With regard to the US I think it comes back to the difference between companies and markets... For example, my US value holding Dodge & Cox US Stock is on an overall p/e of 17 and p/b of around 2, which feels like reasonable value and if it were to fall any lower I'd be topping up. By contrast, there are a lot of tech companies on extremely high valuations in terms of p/e, but perhaps traditional measures are misleading - the managers of SMT would presumably say so.

It has been an interesting few days. I think even relatively experienced investors got so used to US and UK markets rising that any volatility feels like the beginning of the end. Pessimism is attributed to a whole range of factors and technical indicators (which may or not prove correct) but really the catalyst was Trump failing to get a health care package through. Now the collective view seems to be that he won't be able to deliver on any of his promises, which surely means there is scope for a surprise on the upside? If he were to succeed in implementing any meaningful tax reforms I suspect the mood would shift dramatically once again.
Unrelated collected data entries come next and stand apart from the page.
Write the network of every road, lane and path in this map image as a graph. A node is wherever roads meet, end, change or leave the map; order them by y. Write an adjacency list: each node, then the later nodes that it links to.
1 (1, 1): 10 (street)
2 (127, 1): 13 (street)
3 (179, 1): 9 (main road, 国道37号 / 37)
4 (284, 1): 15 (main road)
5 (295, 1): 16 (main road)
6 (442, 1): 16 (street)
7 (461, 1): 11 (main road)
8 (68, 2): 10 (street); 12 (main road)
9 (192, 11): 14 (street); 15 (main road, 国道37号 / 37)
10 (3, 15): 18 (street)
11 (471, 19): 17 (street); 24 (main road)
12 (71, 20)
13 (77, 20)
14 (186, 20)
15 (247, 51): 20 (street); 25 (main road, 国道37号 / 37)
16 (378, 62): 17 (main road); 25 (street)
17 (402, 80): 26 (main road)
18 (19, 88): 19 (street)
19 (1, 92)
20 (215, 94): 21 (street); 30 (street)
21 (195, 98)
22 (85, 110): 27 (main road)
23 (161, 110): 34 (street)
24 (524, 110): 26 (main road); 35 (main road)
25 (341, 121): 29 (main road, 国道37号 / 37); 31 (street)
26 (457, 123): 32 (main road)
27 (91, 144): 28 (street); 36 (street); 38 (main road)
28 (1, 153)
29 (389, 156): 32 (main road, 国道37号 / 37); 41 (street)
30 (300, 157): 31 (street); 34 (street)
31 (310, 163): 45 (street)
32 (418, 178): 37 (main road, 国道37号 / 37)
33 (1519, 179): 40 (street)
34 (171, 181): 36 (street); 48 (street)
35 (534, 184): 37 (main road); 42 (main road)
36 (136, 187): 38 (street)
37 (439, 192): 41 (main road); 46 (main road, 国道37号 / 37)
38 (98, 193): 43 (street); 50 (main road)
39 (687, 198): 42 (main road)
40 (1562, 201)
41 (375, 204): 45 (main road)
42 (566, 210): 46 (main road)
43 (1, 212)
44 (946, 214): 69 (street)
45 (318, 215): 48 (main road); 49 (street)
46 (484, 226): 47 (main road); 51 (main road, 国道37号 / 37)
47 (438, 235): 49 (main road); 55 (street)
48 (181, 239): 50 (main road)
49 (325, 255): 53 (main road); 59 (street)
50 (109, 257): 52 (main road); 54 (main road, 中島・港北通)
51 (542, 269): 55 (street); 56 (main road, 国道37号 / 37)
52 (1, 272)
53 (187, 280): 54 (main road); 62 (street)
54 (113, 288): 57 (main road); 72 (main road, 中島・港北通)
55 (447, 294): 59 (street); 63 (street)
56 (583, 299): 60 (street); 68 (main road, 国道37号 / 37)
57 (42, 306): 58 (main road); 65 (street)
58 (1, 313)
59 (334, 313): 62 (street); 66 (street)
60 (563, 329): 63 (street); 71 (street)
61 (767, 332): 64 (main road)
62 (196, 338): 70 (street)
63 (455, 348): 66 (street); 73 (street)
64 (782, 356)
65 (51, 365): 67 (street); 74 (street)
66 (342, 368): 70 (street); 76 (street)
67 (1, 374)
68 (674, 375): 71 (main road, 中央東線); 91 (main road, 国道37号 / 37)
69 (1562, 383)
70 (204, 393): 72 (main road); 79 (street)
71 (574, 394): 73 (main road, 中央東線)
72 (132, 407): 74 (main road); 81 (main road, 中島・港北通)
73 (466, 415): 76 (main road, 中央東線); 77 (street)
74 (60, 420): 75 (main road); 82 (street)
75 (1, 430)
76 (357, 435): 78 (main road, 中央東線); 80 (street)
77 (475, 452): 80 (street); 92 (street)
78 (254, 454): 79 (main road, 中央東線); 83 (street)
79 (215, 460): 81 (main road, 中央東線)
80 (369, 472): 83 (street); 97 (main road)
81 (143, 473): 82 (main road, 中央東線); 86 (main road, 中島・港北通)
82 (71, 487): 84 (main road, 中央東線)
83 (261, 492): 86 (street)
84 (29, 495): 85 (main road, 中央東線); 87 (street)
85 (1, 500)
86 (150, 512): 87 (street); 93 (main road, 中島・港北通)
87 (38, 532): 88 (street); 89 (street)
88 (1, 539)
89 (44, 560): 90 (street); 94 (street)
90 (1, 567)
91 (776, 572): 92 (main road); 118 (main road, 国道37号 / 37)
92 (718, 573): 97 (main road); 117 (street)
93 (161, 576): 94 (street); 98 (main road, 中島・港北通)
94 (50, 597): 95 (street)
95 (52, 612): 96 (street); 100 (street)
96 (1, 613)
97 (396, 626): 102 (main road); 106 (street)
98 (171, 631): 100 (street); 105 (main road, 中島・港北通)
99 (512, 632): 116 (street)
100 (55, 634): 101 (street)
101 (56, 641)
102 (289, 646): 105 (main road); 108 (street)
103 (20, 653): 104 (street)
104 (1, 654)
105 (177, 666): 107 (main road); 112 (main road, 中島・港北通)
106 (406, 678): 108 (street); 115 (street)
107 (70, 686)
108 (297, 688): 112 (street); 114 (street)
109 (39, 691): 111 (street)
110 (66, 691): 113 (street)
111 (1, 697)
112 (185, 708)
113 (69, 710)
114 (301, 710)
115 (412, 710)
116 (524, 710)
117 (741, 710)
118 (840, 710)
Basically I agree with Keith C and Kwiksave - drip-feeding is the way to go for now.


This is a useful site – regularly updates earnings estimates, relative p/e's, etc.

And you can see how IT doesn't look particularly expensive on a 10 year view, but is coming off that huge bubble in the 90s .. I really can't work out whether tech stocks are cheap or not .. I suspect not, but I think these are the new Consumer Staples, so I'd rather own them long-term than most other sectors.

Also interesting to note how sectors like Real Estate got expensive *after* the financial crisis – as the E part of the equation was hit .. Not sure those would've looked like screaming bargains at PE ratios of 65.

http://i.imgur.com/xQNHMkp.png

http://www.yardeni.com/pub/peacocksp500.pdf



3 users thanked King Lodos for this post.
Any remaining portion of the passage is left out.